Hand-held hair dryers are so compact and easy to use, you might not give a second thought to where you use or store them.
That's a dangerous attitude, according to Underwriters Laboratories (UL) and the U.S. Consumer Product Safety Commission (CPSC).
A person using a hand-held dryer while bathing risks electrocution, warn the CPSC, a federal regulatory agency, and UL, a private, not-for-profit testing and standards development organization. A fatal shock also is possible if a dryer falls or is pulled into a tub of water in which someone is bathing or if someone reaches or steps into water containing a plugged-in dryer.
"It doesn't matter if the dryer's switch is on or off. If the dryer is plugged in, the water may be electrified," a spokesperson for the two organizations said.
Underwriters Laboratories modified its marking requirements for hair dryers after the CPSC brought to UL's attention reports of injuries and deaths attributed to consumer misuse of hair dryers. Under the modified requirements, hair dryers must be permanently. marked "Danqer-- Electrocution possible if used or dropped in tub. Unplug after using." A tag with warning instructions also is required by UL to be attached to the power supply cord.
Hair dryers are electrical appliances, and using them -- even under normal conditions -- requires common sense precautions, UL and the CPSC point out. In addition, the two organizations urge people to observe the following specific safety rules for hand-held hair dryers:
- First, before using a-hair dryer, read all warnings and instructions.
- Unplug when not being used.
- Don't use a hair dryer while bathing.
- Don't place or store a hair dryer where it can fall or be pulled into a tub or sink.
- Don't drop or put a hair dryer into water or other liquid.
- Don't reach for a hair dryer if it falls into water or other liquid; unplug it immediately, and then remove it.
- Don't block the air openings of a hair dryer Don't place it on a soft surface, such as a bed or couch, during operation; air openings may be blocked and, also, you may create a risk of fire.
- Don't drop or insert anything into a hair dryer's openings.
- Keep air openings free of lint, hair and other matter.
- Don't use a hair dryer outdoors.
- Don't operate a hair dryer where aerosol or spray products are being used, or where oxygen is being administered.
- Don't use any attachments that aren't recommended by the manufacturer.
- Keep the cord away from heated surfaces.
- If a hair dryer has been dropped into water or other liquid, if it doesn't work properly or if the cord, plug or other parts are damaged, discard it or take it to a service center for repairs.
The U.S. Consumer Product Safety Commission is charged with protecting the public from unreasonable risks of injury or death associated with the use of thousands of types of consumer products under the agency’s jurisdiction.
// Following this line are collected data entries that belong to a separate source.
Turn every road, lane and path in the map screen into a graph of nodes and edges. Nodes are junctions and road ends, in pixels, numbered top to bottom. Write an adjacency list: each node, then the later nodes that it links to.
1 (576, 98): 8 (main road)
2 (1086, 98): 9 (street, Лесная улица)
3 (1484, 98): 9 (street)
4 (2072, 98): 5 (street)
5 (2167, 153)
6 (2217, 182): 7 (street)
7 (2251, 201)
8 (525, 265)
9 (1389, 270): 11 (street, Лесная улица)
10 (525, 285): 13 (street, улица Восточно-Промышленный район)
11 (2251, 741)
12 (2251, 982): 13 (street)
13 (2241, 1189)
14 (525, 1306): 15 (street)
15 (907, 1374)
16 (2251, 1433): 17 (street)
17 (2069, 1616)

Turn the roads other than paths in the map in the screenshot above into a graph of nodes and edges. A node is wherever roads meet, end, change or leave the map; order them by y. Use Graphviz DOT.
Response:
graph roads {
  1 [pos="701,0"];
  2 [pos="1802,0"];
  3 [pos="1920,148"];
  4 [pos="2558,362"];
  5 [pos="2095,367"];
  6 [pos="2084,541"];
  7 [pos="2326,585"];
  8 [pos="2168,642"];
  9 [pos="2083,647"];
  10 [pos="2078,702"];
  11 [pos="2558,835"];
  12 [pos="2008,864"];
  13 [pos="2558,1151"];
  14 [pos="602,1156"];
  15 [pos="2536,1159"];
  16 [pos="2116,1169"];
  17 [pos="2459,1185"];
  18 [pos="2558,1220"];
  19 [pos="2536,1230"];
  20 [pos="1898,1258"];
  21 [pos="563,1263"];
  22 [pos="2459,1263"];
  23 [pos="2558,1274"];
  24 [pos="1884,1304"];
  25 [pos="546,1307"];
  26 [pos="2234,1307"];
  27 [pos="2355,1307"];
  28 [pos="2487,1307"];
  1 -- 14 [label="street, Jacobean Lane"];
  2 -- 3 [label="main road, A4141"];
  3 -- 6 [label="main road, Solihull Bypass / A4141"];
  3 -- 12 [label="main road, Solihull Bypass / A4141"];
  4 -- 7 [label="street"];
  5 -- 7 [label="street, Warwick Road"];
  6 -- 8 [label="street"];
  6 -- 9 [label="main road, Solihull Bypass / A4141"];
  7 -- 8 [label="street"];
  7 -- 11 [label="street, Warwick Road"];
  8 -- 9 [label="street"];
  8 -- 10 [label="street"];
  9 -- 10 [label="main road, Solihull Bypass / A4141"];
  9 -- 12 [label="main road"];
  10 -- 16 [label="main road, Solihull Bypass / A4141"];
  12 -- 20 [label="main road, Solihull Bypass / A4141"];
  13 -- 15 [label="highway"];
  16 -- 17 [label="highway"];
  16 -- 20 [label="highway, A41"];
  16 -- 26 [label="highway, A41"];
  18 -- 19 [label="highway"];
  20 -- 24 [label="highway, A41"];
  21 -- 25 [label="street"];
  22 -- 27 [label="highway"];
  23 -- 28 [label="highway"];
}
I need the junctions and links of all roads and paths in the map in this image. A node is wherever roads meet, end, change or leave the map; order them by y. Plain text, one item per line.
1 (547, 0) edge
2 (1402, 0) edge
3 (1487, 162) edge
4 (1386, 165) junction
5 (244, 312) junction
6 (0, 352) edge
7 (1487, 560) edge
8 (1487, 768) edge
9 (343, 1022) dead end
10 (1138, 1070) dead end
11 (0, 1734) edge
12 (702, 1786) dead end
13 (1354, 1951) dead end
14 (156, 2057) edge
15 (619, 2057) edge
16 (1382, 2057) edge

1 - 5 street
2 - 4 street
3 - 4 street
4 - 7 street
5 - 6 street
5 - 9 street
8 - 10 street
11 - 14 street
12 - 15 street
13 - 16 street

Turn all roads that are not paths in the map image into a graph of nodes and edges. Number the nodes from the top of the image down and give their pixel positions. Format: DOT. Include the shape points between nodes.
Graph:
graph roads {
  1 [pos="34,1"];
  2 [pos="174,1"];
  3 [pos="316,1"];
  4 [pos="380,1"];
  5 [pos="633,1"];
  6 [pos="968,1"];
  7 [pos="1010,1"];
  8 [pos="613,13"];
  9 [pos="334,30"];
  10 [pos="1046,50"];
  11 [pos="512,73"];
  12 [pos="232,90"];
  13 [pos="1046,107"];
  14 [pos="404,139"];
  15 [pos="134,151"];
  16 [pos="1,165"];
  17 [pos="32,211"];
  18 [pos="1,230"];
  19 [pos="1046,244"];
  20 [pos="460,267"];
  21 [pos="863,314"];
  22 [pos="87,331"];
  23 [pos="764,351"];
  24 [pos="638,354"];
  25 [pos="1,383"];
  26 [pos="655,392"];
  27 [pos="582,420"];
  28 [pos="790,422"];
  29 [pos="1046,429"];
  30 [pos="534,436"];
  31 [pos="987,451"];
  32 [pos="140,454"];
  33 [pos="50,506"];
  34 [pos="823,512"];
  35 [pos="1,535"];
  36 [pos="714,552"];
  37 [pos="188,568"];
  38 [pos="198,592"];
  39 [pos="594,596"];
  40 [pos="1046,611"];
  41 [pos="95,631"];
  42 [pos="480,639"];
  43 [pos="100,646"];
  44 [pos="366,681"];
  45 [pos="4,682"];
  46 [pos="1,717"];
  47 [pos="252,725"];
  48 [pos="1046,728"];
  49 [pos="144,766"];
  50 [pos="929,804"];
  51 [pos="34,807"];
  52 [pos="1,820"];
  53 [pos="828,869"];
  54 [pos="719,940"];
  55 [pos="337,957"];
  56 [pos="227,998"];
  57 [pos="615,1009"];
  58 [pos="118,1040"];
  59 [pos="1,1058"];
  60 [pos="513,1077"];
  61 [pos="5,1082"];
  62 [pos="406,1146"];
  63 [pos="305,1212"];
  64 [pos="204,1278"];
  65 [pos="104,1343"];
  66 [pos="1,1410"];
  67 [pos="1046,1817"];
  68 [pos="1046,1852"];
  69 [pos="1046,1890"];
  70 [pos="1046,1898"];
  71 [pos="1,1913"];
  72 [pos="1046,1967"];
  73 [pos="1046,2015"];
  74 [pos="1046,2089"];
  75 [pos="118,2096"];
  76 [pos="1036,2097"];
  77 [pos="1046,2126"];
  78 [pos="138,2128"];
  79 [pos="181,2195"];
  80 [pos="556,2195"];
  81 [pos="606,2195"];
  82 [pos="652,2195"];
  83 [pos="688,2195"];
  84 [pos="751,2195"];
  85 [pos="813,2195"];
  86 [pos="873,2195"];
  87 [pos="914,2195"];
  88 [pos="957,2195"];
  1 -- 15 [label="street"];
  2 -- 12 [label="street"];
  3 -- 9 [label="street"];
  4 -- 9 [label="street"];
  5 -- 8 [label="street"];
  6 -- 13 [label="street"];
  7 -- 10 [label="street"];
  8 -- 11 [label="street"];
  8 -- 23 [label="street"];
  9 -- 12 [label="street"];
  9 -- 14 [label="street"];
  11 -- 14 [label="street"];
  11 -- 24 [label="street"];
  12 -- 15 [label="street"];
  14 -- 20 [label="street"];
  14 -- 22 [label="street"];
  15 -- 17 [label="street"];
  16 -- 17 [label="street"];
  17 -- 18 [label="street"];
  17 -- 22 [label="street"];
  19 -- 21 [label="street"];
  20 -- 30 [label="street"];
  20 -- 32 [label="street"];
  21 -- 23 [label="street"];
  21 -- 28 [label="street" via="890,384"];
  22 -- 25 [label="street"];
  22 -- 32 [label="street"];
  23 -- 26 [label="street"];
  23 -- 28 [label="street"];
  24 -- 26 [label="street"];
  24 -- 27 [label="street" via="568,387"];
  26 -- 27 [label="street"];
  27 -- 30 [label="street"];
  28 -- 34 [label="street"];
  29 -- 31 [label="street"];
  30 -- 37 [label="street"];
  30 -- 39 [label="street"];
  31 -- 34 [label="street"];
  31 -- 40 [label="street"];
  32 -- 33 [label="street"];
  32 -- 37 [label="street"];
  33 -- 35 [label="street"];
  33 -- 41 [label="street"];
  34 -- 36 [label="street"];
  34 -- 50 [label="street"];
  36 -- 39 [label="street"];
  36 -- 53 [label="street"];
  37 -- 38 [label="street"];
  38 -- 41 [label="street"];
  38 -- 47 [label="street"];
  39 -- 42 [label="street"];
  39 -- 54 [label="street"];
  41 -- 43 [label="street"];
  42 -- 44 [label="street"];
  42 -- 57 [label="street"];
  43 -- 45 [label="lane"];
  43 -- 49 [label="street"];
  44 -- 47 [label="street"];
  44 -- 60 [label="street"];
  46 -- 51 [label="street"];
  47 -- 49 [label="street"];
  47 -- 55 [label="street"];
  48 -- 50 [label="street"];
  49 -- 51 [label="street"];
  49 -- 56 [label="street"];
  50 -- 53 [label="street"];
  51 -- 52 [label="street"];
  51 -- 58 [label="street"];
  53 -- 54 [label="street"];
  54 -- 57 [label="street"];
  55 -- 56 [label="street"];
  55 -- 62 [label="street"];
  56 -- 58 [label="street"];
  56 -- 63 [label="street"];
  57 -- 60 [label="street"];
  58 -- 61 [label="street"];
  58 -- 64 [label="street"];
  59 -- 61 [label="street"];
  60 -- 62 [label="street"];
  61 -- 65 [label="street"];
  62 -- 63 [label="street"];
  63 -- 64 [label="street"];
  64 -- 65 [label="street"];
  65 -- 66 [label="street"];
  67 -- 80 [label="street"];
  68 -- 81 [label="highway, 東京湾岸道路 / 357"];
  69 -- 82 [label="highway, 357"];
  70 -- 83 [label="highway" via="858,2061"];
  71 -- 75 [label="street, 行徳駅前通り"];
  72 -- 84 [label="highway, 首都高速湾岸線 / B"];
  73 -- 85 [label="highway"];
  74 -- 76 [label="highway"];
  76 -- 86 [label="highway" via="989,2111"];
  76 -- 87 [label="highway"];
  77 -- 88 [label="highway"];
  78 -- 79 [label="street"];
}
Deaths, injuries, and property damage from consumer product incidents cost the nation more than $1 trillion annually. CPSC is committed to protecting consumers and families from products that pose a fire, electrical, chemical or mechanical hazard. CPSC's work to help ensure the safety of consumer products - such as toys, cribs, power tools, cigarette lighters and household chemicals -– contributed to a decline in the rate of deaths and injuries associated with consumer products over the past 40 years.
Federal law bars any person from selling products subject to a publicly-announced voluntary recall by a manufacturer or a mandatory recall ordered by the Commission.
To report a dangerous product or a product-related injury go online to www.SaferProducts.gov or call CPSC's Hotline at 800-638-2772 or teletypewriter at 301-595-7054 for the hearing impaired. Consumers can obtain news release and recall information at www.cpsc.gov, on Twitter @USCPSC or by subscribing to CPSC's free e-mail newsletters.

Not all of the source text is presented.